4) What does work-life balance mean to you and how do you work to achieve that goal?
For me, a good work-life balance is when I can have the time I need to focus on work and get things done while also having the time I need to connect with my family.
I love that I can take breaks from work in the day to go for a walk with my wife, take my kids to the park, do some carpentry, build Lego with my kids, and just generally do regular life things that a traditional office would prevent me from doing.
I make sure to always remain flexible and open to my schedule changing over the course of the day – I have meetings and work scheduled of course, but being willing to do something different at the last minute is critical to maintaining a good work-life balance.
5) In the past 12 months, have you started or stopped any routines or habits to change your life?
My wife and I have been really focused on our health over the past year – this includes eating well and exercising regularly. The morning runs that I mentioned earlier weren’t a regular part of my life before that and now I struggle to go too long without proper exercise.

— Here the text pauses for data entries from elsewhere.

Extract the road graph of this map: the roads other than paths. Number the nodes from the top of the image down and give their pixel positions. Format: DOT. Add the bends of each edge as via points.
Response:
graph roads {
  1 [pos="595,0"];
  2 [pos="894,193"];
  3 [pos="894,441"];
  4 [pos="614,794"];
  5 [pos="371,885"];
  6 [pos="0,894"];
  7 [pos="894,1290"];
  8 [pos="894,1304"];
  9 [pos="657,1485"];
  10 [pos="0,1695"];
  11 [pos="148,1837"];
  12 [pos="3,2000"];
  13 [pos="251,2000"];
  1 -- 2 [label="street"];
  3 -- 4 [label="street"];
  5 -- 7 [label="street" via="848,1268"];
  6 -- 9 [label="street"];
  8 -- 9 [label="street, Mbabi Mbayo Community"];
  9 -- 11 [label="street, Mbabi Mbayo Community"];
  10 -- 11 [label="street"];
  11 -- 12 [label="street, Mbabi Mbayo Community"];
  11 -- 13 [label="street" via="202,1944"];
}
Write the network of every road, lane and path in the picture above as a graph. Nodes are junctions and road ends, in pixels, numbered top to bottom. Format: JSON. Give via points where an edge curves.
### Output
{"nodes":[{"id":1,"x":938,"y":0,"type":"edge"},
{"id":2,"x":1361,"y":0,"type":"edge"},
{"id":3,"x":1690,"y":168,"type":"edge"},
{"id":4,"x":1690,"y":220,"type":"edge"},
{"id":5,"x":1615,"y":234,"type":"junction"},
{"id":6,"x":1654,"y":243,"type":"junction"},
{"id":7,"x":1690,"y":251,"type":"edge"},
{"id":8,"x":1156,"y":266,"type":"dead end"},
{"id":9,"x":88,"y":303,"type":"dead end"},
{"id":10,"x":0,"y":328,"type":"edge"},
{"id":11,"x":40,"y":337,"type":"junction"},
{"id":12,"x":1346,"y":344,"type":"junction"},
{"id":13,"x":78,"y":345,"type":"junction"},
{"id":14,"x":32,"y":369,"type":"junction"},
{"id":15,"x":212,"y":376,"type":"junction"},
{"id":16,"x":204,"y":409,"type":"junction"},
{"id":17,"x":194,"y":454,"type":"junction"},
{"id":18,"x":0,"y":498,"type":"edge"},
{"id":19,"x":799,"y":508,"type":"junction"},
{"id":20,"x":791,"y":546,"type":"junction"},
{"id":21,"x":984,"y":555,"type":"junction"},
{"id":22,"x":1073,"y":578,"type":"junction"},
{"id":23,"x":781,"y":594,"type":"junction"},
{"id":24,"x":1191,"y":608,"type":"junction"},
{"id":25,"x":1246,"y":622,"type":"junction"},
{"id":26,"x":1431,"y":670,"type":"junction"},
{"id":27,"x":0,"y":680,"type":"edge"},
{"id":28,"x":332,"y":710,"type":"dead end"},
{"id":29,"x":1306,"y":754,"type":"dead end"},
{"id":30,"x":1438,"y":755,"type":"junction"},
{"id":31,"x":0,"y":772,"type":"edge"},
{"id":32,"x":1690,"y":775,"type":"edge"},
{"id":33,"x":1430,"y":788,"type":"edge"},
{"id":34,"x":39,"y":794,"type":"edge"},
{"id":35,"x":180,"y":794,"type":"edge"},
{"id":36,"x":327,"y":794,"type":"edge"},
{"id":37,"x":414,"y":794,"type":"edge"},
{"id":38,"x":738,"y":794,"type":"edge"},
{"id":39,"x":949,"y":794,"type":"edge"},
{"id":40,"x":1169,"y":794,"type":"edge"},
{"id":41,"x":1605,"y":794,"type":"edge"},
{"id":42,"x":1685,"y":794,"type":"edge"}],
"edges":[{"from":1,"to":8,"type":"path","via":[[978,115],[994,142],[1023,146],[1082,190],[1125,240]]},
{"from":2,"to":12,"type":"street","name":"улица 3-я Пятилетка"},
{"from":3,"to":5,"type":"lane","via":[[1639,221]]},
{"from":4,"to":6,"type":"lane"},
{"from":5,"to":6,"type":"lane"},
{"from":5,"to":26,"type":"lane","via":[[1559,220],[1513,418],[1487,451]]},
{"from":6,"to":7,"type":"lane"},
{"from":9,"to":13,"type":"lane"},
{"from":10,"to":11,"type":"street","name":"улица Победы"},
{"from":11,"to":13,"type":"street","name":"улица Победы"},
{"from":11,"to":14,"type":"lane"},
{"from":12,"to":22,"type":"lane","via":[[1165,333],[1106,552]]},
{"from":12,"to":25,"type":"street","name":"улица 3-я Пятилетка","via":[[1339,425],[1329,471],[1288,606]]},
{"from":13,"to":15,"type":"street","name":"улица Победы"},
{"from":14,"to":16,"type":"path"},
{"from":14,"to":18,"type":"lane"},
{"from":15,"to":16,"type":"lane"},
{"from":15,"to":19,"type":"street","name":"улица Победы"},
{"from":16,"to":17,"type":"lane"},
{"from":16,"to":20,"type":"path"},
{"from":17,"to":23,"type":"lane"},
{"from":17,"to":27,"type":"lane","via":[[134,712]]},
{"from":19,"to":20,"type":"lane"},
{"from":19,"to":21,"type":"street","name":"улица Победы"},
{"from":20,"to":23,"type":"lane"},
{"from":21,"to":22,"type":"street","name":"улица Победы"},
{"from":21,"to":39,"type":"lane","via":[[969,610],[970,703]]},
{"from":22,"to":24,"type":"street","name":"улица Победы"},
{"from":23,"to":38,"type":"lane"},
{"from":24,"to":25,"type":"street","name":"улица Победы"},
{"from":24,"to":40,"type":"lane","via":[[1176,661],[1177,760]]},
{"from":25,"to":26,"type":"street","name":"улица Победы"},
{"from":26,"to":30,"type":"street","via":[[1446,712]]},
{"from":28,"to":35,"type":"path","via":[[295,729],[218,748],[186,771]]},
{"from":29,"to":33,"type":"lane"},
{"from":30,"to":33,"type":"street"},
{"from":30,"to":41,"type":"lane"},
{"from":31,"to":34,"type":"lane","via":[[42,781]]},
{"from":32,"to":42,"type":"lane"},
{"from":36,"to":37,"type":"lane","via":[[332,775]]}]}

Eating well, exercising regularly and generally looking after my body has had a hugely positive effect on all aspects of my life – I can focus better at work, I get less tired in the afternoons, I can enjoy more outdoor activities with my kids, and my mood is just better all round. If you aren’t already exercising regularly, I can guarantee that getting into a good routine will improve your life immeasurably
6) Do you have any favourite books, podcasts or newsletters that you’d like to recommend?
I read a lot of novels (currently enjoying all of Drew Hayes’ work and Dan WIllis’ Arcane Casebook series) as well as books related to my work – some recent reads that I can highly recommend are Lisa Cron’s Story or Die, Robin Dreeke’s Sizing People Up, and Charles Vogl’s Storytelling for Leadership. Another excellent read that has really shaped a lot about how my current team functions with our focus on social learning and open-source education is Learning to Make a Difference from the exceptionally insightful Beverly and Etienne Wenger-Trayner.
I try not to subscribe to too many newsletters for the sake of my inbox, but two that I love and always read all the way through are Community Club Weekly and Evan Hamilton’s Community Manager Breakfast.
I love a good podcast and have quite a broad range of interests there – if something provides practical, actionable information then that’s a win for me. One that I only recently discovered that has a treasure trove of wonderful content all about living a happier, healthier life is Feel Better, Live More from Dr. Rangan Chatterjee.
I have been listening to In Before the Lock for quite a while and really enjoy the deep community industry expertise that Erica Kuhl and Brian Oblinger bring to their conversations there. Finally, I gain a lot of value and wisdom from Timothy Keller’s Gospel in Life podcast.
7) Are there any products, gadgets or apps that you can’t live without?
My Kindle! I mentioned reading a lot of novels and all of that is on my Kindle. I prefer physical books for non-fiction, but for novels an e-reader is a device I would struggle to live without. My family knows it is always close at hand.
8) If you could read an interview about work-life balance by anyone, who would that be?
I don’t have any specific names in mind, but I’d love to hear from more people in education how they balance their work and their life – it’s the kind of industry that tends to be very tied up with your non-work life and I would love to learn more about that balancing act from people actively working as educators.
9) Do you have any last thoughts on work, life or balance that you’d like to share with our readers?
It really comes down to finding what works for you. You have to remain flexible to figure that out and there’s no need to rush or to set anything in stone – the balance will look different for different stages of your life and that’s OK. Always be iterating.